The Fabulous Tales of the Green Gorilla & the Almost-White Panda

Autor: Momo Pete


There, my dear friend,’ he calls out to the Almost-White Panda, handing him the open coconut while his gaze wanders, fulfilled and blissful, over the imposing treetops of the forests below. This simple existence in the green, wild jungle is his real life.

The Almost-White Panda is fully in his element: he has the bamboo shoot tofu sausages in front of him. Beside them is a sealable, reusable bamboo tube filled with the ketchup, and right next to that is the soy mayo, also in a sealable, reusable tube made of bamboo.

The Green Gorilla has already admired the spectacle that now takes place hundreds of times, in different variations, with the utmost awe.

The Almost-White Panda pushes a not-straight, short, tofu sausage into his right Panda cheek, which bulges out massively. He sucks the ketchup from the tube into his left cheek, and lets the mayo run in viscously between his lower lip and lower jaw. With this pumped-up, Panda-botox face, he pushes the sausage from his right cheek into his left cheek with perfect concentration (his round, black pupils attentively following every movement) - easily, like a juggler. Then, with the help of his tongue, he dips it into the ketchup in his left cheek and, after a brief half-turn that lets one end of the sausage peek out of his mouth again, takes a generous bite out of the ketchup tip. The sausage is immediately sucked back inside, slanted up in his mouth, which can be seen when the Panda suddenly stretches his neck, looking at the tip of his nose. The sausage now dives devotedly into the stored mayo between his lower lip and lower jaw, before his tongue nimbly moves it into the ketchup cheek on the left and dips it in there, together with the mayo. After the mayo and ketchup have been perfectly mixed together in this way, the sausage is turned around in his mouth again, and finally swallowed with full enjoyment and in its entire length.
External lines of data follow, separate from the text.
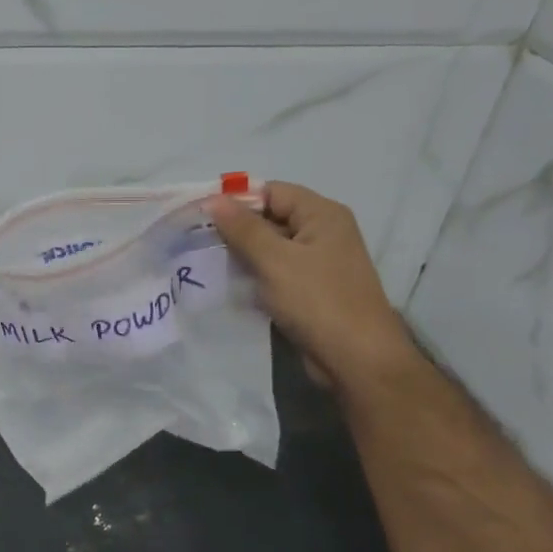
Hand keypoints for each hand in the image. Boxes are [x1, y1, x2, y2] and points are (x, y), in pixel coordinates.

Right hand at [210, 183, 416, 391]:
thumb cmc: (318, 301)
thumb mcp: (275, 260)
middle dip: (235, 228)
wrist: (356, 359)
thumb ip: (243, 228)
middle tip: (196, 241)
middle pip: (270, 217)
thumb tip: (213, 199)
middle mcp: (322, 232)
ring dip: (241, 254)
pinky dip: (253, 275)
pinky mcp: (309, 289)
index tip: (200, 216)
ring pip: (270, 247)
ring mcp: (317, 263)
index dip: (236, 201)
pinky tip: (229, 284)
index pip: (272, 191)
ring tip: (206, 262)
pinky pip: (275, 272)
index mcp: (322, 215)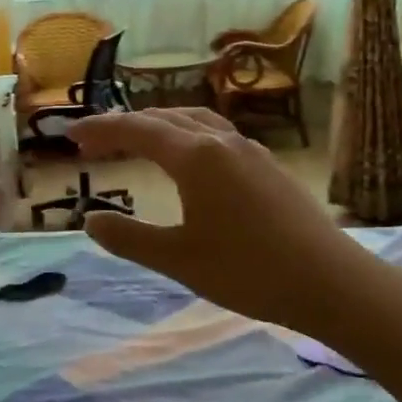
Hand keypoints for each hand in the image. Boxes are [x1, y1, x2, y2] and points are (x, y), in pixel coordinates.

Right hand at [64, 108, 361, 334]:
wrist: (331, 282)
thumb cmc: (248, 271)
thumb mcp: (177, 260)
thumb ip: (129, 238)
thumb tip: (90, 220)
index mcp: (196, 157)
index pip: (137, 130)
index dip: (101, 130)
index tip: (71, 137)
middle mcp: (222, 142)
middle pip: (165, 118)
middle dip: (125, 125)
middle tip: (93, 142)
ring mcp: (250, 151)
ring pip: (195, 121)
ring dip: (159, 125)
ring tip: (136, 140)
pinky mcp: (269, 167)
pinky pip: (216, 134)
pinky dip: (187, 135)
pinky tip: (189, 159)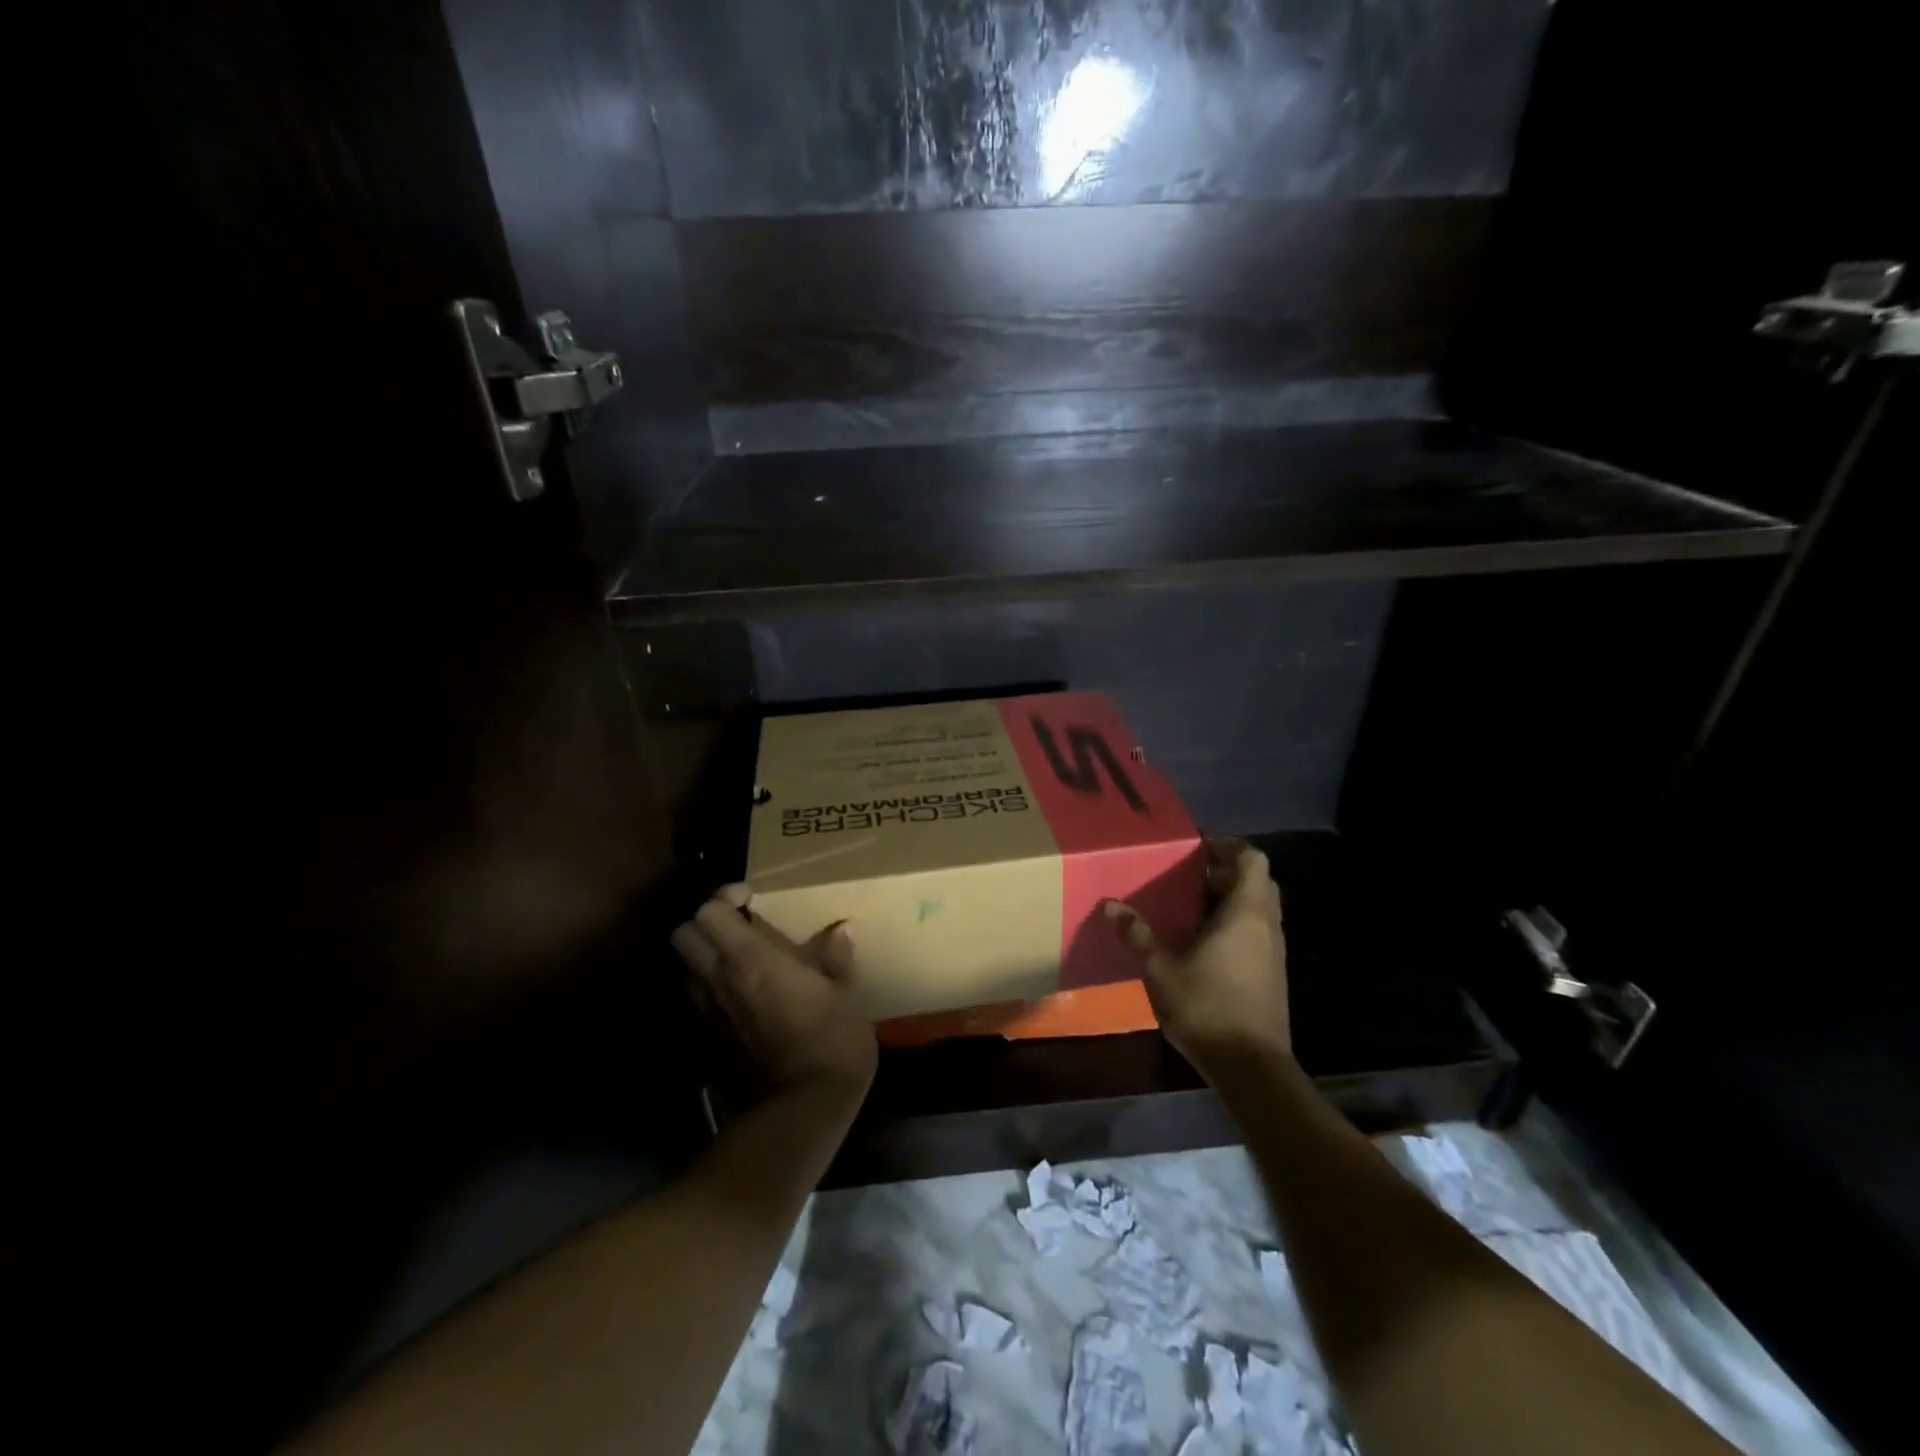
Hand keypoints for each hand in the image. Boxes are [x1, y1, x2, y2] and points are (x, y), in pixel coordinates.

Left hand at [671, 886, 877, 1097]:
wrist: (802, 1108)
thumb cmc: (830, 1039)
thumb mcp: (844, 993)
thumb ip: (836, 957)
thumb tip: (843, 929)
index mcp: (752, 958)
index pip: (710, 911)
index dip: (725, 896)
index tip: (752, 899)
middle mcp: (719, 979)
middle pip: (683, 934)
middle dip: (705, 923)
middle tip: (737, 927)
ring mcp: (708, 1012)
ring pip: (686, 968)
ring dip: (704, 956)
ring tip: (738, 960)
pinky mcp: (707, 1041)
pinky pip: (698, 1001)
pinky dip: (711, 989)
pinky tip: (742, 998)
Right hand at [1104, 838, 1290, 1077]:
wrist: (1252, 1068)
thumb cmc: (1207, 1007)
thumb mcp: (1161, 969)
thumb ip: (1137, 934)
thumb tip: (1110, 904)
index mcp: (1245, 912)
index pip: (1252, 858)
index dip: (1227, 846)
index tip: (1196, 849)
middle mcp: (1266, 924)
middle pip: (1257, 879)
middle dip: (1224, 871)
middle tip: (1187, 876)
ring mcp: (1273, 950)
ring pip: (1258, 906)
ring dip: (1229, 898)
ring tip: (1188, 905)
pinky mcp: (1272, 973)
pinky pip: (1256, 930)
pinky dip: (1234, 923)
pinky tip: (1201, 941)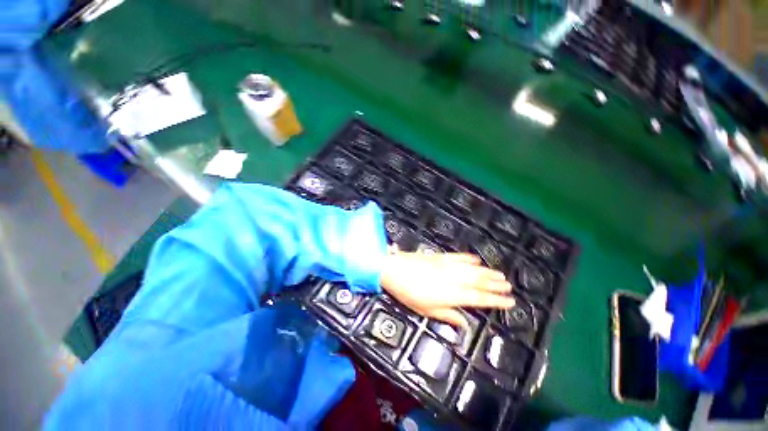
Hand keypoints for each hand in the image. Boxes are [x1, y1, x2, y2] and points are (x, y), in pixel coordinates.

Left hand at [380, 250, 514, 327]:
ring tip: (500, 274)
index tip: (509, 301)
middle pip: (479, 282)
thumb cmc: (408, 292)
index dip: (496, 300)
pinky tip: (476, 259)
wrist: (394, 269)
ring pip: (473, 269)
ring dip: (487, 272)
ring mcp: (447, 266)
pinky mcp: (440, 257)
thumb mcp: (426, 311)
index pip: (479, 298)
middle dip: (495, 284)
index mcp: (452, 295)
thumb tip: (463, 324)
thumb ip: (447, 316)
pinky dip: (469, 258)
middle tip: (509, 286)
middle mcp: (453, 279)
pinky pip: (458, 257)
It is best not to address the Almost-White Panda at this venerable sausage ceremony. Do not even look at him. It is completely uninvolved - which takes many years of training. Above all, don't make any jokes or weird faces, because otherwise you would have to expect a violent fit of laughter and a spitting effect that completely colours the surroundings (i.e. the Green Gorilla, red and white), or else results in heavy swallowing, hard pats on the back and spectacular coughing. At this point, a good sip of coconut water always comes in handy as a first aid infusion.